- _What you are asked to do_: Copy exactly the lines of the data below that run from the line holding "pinky mcp: (307, 288)" through the line holding "pinky tip: (253, 208)", both ends included.

*** Begin section ***

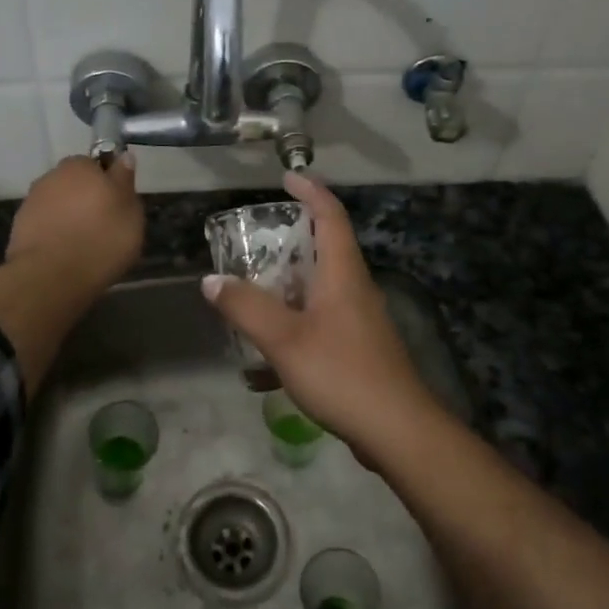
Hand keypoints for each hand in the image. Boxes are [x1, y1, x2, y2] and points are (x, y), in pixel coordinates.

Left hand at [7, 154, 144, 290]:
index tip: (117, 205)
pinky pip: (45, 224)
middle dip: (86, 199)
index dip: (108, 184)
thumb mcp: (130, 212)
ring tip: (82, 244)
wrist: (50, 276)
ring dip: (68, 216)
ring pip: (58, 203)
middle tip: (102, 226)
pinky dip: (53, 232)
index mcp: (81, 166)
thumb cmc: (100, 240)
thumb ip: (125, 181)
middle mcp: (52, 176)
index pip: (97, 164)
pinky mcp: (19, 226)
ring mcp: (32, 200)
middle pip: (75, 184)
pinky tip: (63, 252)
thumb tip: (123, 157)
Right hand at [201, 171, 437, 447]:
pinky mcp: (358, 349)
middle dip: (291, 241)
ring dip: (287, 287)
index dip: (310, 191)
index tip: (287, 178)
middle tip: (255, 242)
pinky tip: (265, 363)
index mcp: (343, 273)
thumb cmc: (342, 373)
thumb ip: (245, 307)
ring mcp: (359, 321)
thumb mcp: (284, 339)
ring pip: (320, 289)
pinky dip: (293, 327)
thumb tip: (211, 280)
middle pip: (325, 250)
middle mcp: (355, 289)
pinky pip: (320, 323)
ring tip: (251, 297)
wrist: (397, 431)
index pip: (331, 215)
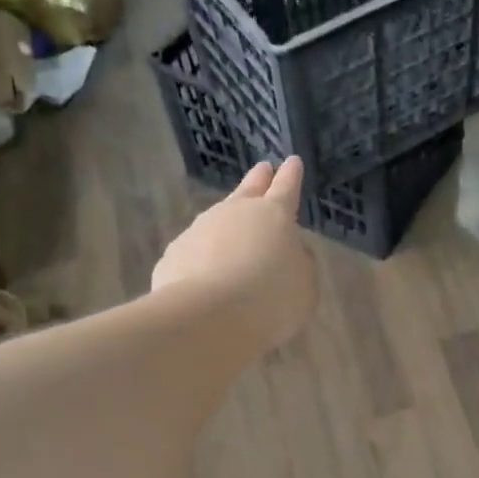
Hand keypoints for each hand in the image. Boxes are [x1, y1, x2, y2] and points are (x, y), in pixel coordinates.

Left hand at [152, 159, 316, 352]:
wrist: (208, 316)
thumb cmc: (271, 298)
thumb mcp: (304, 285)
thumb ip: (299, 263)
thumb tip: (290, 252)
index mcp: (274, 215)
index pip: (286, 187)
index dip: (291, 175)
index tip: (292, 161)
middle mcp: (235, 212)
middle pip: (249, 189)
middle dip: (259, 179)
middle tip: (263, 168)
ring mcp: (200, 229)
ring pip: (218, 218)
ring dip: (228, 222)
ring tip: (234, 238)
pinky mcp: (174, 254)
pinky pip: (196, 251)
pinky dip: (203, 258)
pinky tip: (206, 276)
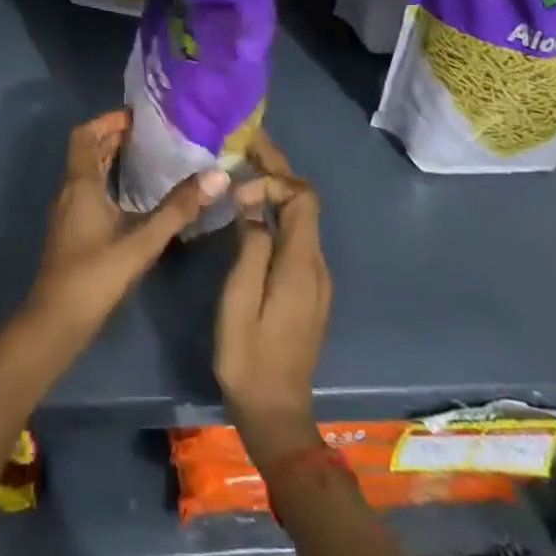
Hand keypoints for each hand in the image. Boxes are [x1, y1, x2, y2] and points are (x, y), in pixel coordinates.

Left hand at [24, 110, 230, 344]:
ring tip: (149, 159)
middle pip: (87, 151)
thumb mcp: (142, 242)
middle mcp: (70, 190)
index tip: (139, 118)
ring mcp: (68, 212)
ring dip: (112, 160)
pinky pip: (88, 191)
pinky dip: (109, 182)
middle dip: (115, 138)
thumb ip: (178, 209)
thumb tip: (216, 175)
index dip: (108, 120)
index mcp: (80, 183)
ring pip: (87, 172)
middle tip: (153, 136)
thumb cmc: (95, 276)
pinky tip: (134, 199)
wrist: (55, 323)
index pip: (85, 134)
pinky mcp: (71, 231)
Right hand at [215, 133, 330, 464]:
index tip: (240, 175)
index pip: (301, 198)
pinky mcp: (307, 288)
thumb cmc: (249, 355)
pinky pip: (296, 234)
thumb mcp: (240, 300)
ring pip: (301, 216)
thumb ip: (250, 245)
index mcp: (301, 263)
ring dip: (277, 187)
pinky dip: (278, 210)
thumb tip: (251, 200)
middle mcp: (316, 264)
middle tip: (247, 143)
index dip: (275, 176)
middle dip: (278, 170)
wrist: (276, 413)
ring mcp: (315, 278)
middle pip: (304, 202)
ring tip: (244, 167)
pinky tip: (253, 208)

*** End section ***
*** Begin section ***

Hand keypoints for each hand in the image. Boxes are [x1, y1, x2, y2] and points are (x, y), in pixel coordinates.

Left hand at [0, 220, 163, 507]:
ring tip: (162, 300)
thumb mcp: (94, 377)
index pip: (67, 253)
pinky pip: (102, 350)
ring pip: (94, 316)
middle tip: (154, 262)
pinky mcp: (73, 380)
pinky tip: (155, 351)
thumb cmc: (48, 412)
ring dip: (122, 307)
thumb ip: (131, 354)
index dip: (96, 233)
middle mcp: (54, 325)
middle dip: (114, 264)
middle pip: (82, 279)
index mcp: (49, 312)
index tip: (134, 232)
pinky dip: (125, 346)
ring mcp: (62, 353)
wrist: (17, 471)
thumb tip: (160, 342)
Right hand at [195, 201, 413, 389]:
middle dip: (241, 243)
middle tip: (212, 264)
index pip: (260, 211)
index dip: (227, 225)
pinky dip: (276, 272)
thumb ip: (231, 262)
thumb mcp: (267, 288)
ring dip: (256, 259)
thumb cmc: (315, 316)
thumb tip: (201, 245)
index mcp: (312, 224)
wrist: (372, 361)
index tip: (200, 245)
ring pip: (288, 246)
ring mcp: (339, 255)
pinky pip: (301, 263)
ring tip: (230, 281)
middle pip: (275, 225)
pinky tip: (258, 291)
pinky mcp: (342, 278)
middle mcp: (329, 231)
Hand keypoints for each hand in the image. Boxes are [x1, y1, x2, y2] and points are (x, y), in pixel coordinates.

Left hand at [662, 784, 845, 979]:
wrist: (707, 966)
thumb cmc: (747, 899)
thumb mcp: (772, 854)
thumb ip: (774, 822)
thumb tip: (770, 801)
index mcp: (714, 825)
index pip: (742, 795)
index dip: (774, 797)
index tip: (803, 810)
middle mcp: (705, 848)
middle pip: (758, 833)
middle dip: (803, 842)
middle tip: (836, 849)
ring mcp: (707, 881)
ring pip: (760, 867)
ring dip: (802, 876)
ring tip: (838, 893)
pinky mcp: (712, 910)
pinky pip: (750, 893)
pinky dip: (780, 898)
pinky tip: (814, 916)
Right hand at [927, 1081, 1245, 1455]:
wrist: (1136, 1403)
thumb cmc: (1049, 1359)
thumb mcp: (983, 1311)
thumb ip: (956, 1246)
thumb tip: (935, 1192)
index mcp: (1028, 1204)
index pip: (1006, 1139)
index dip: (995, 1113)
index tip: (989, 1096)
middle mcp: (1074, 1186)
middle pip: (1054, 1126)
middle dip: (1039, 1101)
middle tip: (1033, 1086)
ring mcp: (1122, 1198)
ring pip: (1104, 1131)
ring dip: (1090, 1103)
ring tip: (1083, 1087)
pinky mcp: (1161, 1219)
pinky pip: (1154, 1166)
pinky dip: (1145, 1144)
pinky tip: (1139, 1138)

*** End section ***
*** Begin section ***

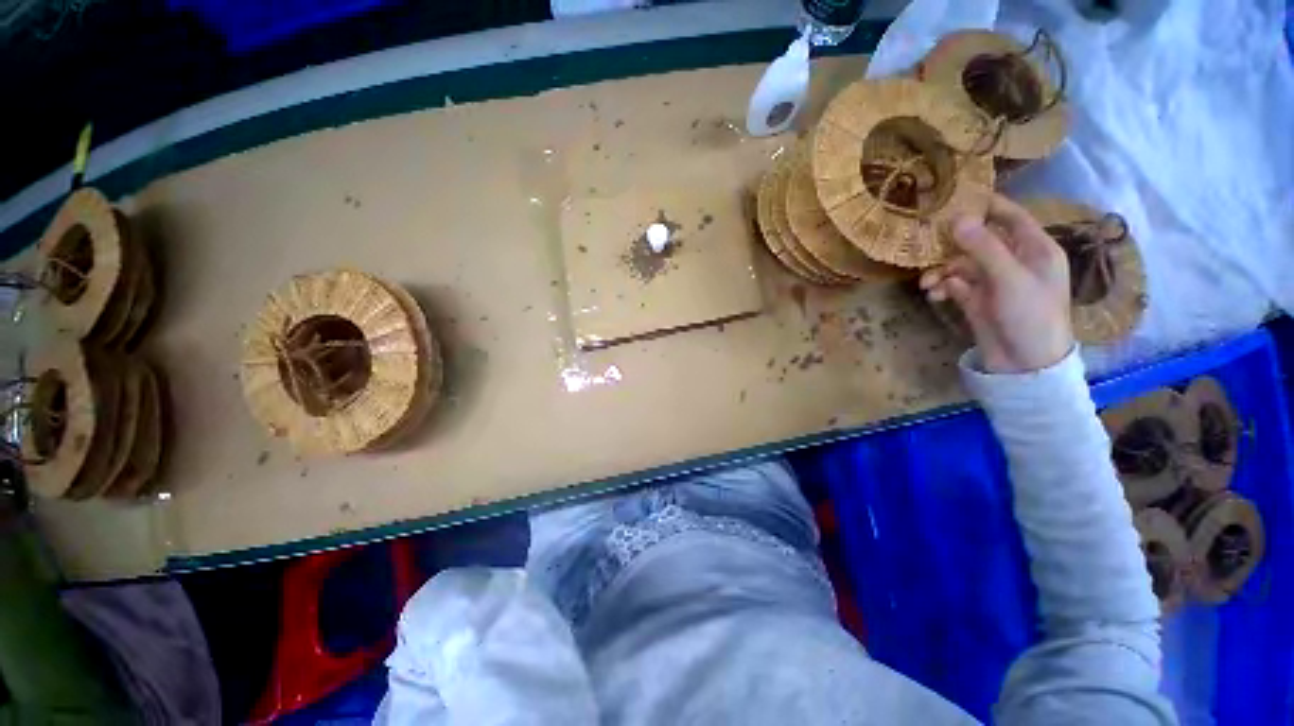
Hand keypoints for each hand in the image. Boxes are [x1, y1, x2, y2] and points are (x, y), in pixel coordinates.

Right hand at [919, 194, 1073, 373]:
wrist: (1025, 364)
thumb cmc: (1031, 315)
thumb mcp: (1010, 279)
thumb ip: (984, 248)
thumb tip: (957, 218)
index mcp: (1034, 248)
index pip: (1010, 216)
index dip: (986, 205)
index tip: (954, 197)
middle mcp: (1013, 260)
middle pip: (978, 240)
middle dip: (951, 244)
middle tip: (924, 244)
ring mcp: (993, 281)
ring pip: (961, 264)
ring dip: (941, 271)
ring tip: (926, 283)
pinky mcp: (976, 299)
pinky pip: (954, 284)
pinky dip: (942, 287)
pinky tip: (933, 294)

*** End section ***

- _Expected answer_:
pinky mcp: (307, 288)
thumb cmc: (249, 355)
pinky pip: (296, 234)
thumb mcp: (240, 300)
ring pip: (301, 216)
thumb ip: (250, 245)
index mcp: (301, 263)
ring dip: (277, 187)
pinky dip: (278, 210)
thumb tip: (251, 200)
middle mcp: (316, 264)
middle tip: (247, 143)
index dip: (275, 176)
middle dip: (278, 170)
wrist: (276, 413)
ring mcp: (315, 278)
middle pip: (304, 202)
ring tip: (244, 167)
pinky tip: (253, 208)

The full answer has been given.